What makes this listing, and the subsequent discussion of the items listed, so pointless, however, is his prior statement that “Were redress available through the established order . . . .” The “obvious” question that arises here relative to this phrase is: Given that he used the conditional “were” here, he thereby admitted that redress was not—I repeat, not—available—“through the established order,” that is.

Thus, on the one hand Urie demonstrated confidence in the “established order” by identifying, and then discussing, a set of proposals. On the other hand, however, by stating “were redress available through the established order,” he declared—if but tacitly—his belief that redress was not possible—an “admission” that then rendered his entire presentation pointless.

Urie is not alone in making recommendations that many would perceive as highly desirable—were they to be implemented. Usually, however, those who make such recommendations do not “slip” like Urie did and say—actually, or in effect—that “Oh, by the way, I fully realize that the proposals that I am about to make have no chance whatsoever of being realized, but I am going to offer them to you anyway!” If one perceives problems in the society, and is able to imagine how things should be, rather, one may feel compelled to publicize those ideas. But if one is incapable of “thinking outside the box,” one’s suggestions will be based on the (tacit) assumption that those suggestions can be implemented within the context of the Existing Order—the result being that one’s recommendations will be no more substantial than thin air.

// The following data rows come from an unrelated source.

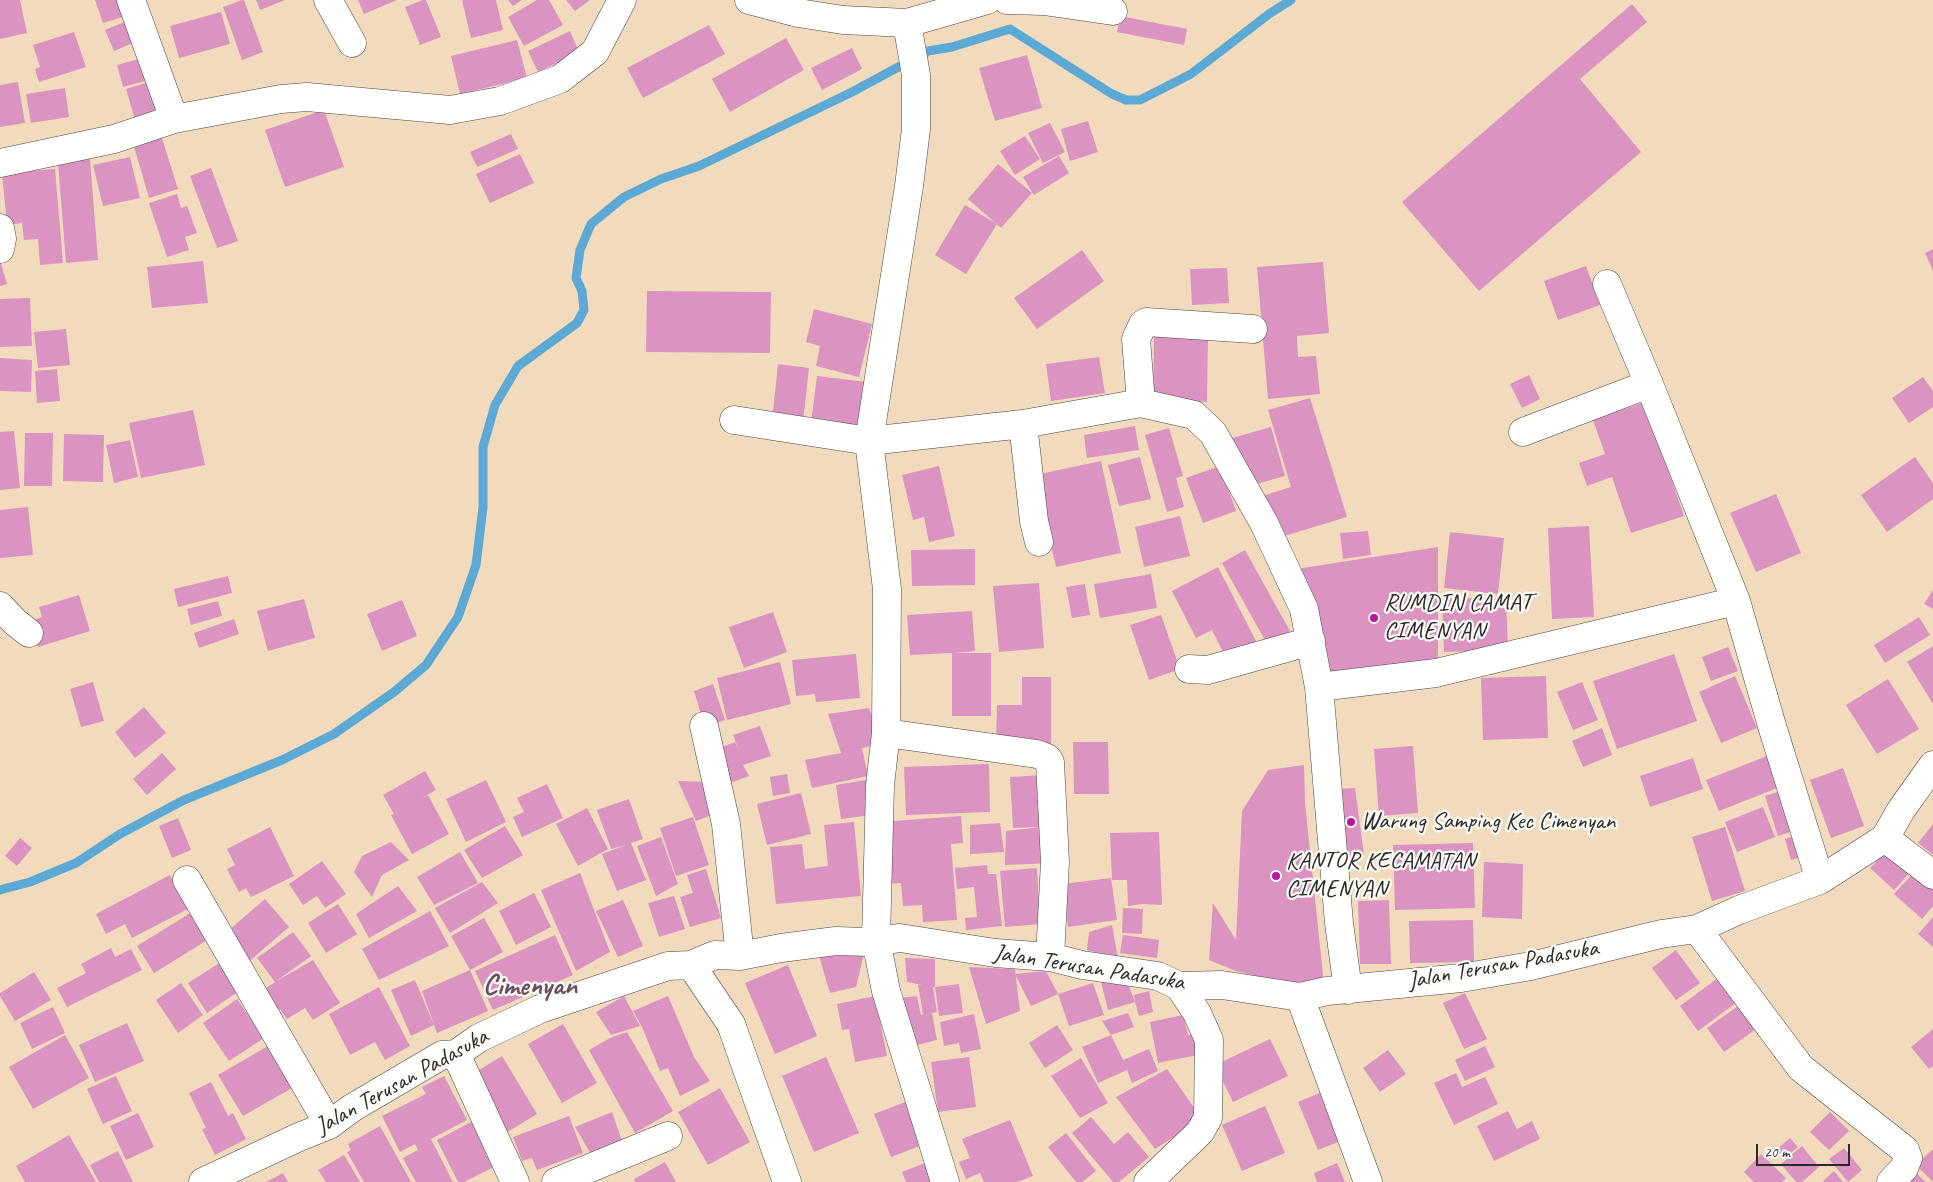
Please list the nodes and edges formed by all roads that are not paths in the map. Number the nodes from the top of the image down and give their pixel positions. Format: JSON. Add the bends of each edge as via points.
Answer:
{"nodes":[{"id":1,"x":131,"y":0,"type":"edge"},
{"id":2,"x":328,"y":0,"type":"edge"},
{"id":3,"x":622,"y":0,"type":"edge"},
{"id":4,"x":749,"y":0,"type":"edge"},
{"id":5,"x":988,"y":0,"type":"edge"},
{"id":6,"x":1007,"y":0,"type":"edge"},
{"id":7,"x":1113,"y":11,"type":"dead end"},
{"id":8,"x":907,"y":23,"type":"junction"},
{"id":9,"x":352,"y":43,"type":"dead end"},
{"id":10,"x":174,"y":119,"type":"junction"},
{"id":11,"x":0,"y":163,"type":"edge"},
{"id":12,"x":0,"y":228,"type":"edge"},
{"id":13,"x":0,"y":249,"type":"edge"},
{"id":14,"x":1607,"y":284,"type":"dead end"},
{"id":15,"x":1253,"y":328,"type":"dead end"},
{"id":16,"x":1649,"y":384,"type":"junction"},
{"id":17,"x":1140,"y":403,"type":"junction"},
{"id":18,"x":734,"y":420,"type":"dead end"},
{"id":19,"x":1023,"y":424,"type":"junction"},
{"id":20,"x":1523,"y":432,"type":"dead end"},
{"id":21,"x":869,"y":441,"type":"junction"},
{"id":22,"x":1039,"y":542,"type":"dead end"},
{"id":23,"x":1736,"y":601,"type":"junction"},
{"id":24,"x":0,"y":606,"type":"edge"},
{"id":25,"x":28,"y":633,"type":"dead end"},
{"id":26,"x":1311,"y":641,"type":"junction"},
{"id":27,"x":1189,"y":670,"type":"dead end"},
{"id":28,"x":1319,"y":687,"type":"junction"},
{"id":29,"x":704,"y":726,"type":"dead end"},
{"id":30,"x":886,"y":733,"type":"junction"},
{"id":31,"x":1933,"y":765,"type":"edge"},
{"id":32,"x":1885,"y":838,"type":"junction"},
{"id":33,"x":1933,"y":875,"type":"edge"},
{"id":34,"x":186,"y":880,"type":"dead end"},
{"id":35,"x":1820,"y":880,"type":"junction"},
{"id":36,"x":1697,"y":928,"type":"junction"},
{"id":37,"x":876,"y":940,"type":"junction"},
{"id":38,"x":740,"y":956,"type":"junction"},
{"id":39,"x":1050,"y":957,"type":"junction"},
{"id":40,"x":690,"y":965,"type":"junction"},
{"id":41,"x":1179,"y":986,"type":"junction"},
{"id":42,"x":1348,"y":990,"type":"junction"},
{"id":43,"x":1300,"y":996,"type":"junction"},
{"id":44,"x":456,"y":1054,"type":"junction"},
{"id":45,"x":329,"y":1125,"type":"junction"},
{"id":46,"x":668,"y":1136,"type":"dead end"},
{"id":47,"x":203,"y":1182,"type":"edge"},
{"id":48,"x":515,"y":1182,"type":"edge"},
{"id":49,"x":556,"y":1182,"type":"edge"},
{"id":50,"x":787,"y":1182,"type":"edge"},
{"id":51,"x":945,"y":1182,"type":"edge"},
{"id":52,"x":1148,"y":1182,"type":"edge"},
{"id":53,"x":1368,"y":1182,"type":"edge"},
{"id":54,"x":1891,"y":1182,"type":"edge"}],
"edges":[{"from":1,"to":10,"type":"street"},
{"from":2,"to":9,"type":"street"},
{"from":3,"to":10,"type":"street","via":[[595,52],[560,80],[500,100],[450,110],[307,97]]},
{"from":4,"to":8,"type":"street","via":[[798,13],[843,20]]},
{"from":5,"to":8,"type":"street"},
{"from":6,"to":7,"type":"street","via":[[1044,1]]},
{"from":8,"to":21,"type":"street","via":[[916,75],[916,129]]},
{"from":10,"to":11,"type":"street","via":[[114,139]]},
{"from":12,"to":13,"type":"street"},
{"from":14,"to":16,"type":"street"},
{"from":15,"to":17,"type":"street","via":[[1142,324],[1136,338]]},
{"from":16,"to":20,"type":"street"},
{"from":16,"to":23,"type":"street"},
{"from":17,"to":19,"type":"street"},
{"from":17,"to":26,"type":"street","via":[[1194,416],[1213,433],[1264,523],[1304,609]]},
{"from":18,"to":21,"type":"street"},
{"from":19,"to":21,"type":"street"},
{"from":19,"to":22,"type":"street"},
{"from":21,"to":30,"type":"street","via":[[887,589]]},
{"from":23,"to":28,"type":"street","via":[[1436,673]]},
{"from":23,"to":35,"type":"street"},
{"from":24,"to":25,"type":"street"},
{"from":26,"to":27,"type":"street","via":[[1208,670]]},
{"from":26,"to":28,"type":"street"},
{"from":28,"to":42,"type":"street","via":[[1339,923]]},
{"from":29,"to":38,"type":"street","via":[[726,824]]},
{"from":30,"to":37,"type":"street","via":[[880,786]]},
{"from":30,"to":39,"type":"street","via":[[1037,754],[1050,762],[1055,862]]},
{"from":31,"to":32,"type":"street","name":"Jalan Terusan Padasuka"},
{"from":32,"to":33,"type":"street"},
{"from":32,"to":35,"type":"street","name":"Jalan Terusan Padasuka"},
{"from":34,"to":45,"type":"street"},
{"from":35,"to":36,"type":"street","name":"Jalan Terusan Padasuka"},
{"from":36,"to":42,"type":"street","name":"Jalan Terusan Padasuka","via":[[1530,966]]},
{"from":36,"to":54,"type":"street","via":[[1801,1068],[1905,1150],[1908,1158],[1904,1168]]},
{"from":37,"to":38,"type":"street","name":"Jalan Terusan Padasuka","via":[[836,941]]},
{"from":37,"to":39,"type":"street","name":"Jalan Terusan Padasuka","via":[[900,938],[995,953]]},
{"from":37,"to":51,"type":"street","via":[[886,992]]},
{"from":38,"to":40,"type":"street","name":"Jalan Terusan Padasuka","via":[[715,955]]},
{"from":39,"to":41,"type":"street","name":"Jalan Terusan Padasuka","via":[[1158,976]]},
{"from":40,"to":44,"type":"street","name":"Jalan Terusan Padasuka","via":[[668,966],[540,1009],[479,1038]]},
{"from":40,"to":50,"type":"street","via":[[731,1024]]},
{"from":41,"to":43,"type":"street","name":"Jalan Terusan Padasuka","via":[[1222,985]]},
{"from":41,"to":52,"type":"street","via":[[1197,1013],[1209,1040],[1208,1118],[1200,1132]]},
{"from":42,"to":43,"type":"street","name":"Jalan Terusan Padasuka"},
{"from":43,"to":53,"type":"street"},
{"from":44,"to":45,"type":"street","name":"Jalan Terusan Padasuka","via":[[442,1054]]},
{"from":44,"to":48,"type":"street"},
{"from":45,"to":47,"type":"street","name":"Jalan Terusan Padasuka"},
{"from":46,"to":49,"type":"street"}]}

This point should be obvious, but in case it is not, let me offer a few comments to support it.

Either our problems can be solved within the context of the “established order,” or they cannot be—and it seems clear to me that they cannot be. Why not? Our society has never been egalitarian, but seemingly has become more and more inegalitarian with each passing decade. It’s true that the blot of slavery was removed from our society during the nineteenth century—as a consequence of a bloody Civil War—but the “lot” of blacks (as a group) in our society is still not comparable to that of whites. And other minorities—ethnic (e.g., Hispanics), gays, etc.—are still not fully integrated into the society.

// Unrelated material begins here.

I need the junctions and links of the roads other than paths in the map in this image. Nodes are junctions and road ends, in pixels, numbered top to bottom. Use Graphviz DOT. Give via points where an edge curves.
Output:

The principal way that our society has become more inegalitarian is in the incomes that people “earn.” But as that disparity has grown, so have other types of disparity—most notably in power/influence. The wealthier one is, the more power/influence is available to one. Power and influence need not, however, automatically accompany increased wealth—so that not all those who acquire great wealth use that wealth to gain power and influence. But many do, using that wealth not only to gain increasing control over the economy per se, but over government—thereby gaining further control over the economy. The recent (2010) Citizens United decision by “our” Supreme Court has enabled wealthy corporations to increase their presence in politics; and, indeed, it’s likely that more money will be spent on elections in the current election cycle than in any previous one in our history!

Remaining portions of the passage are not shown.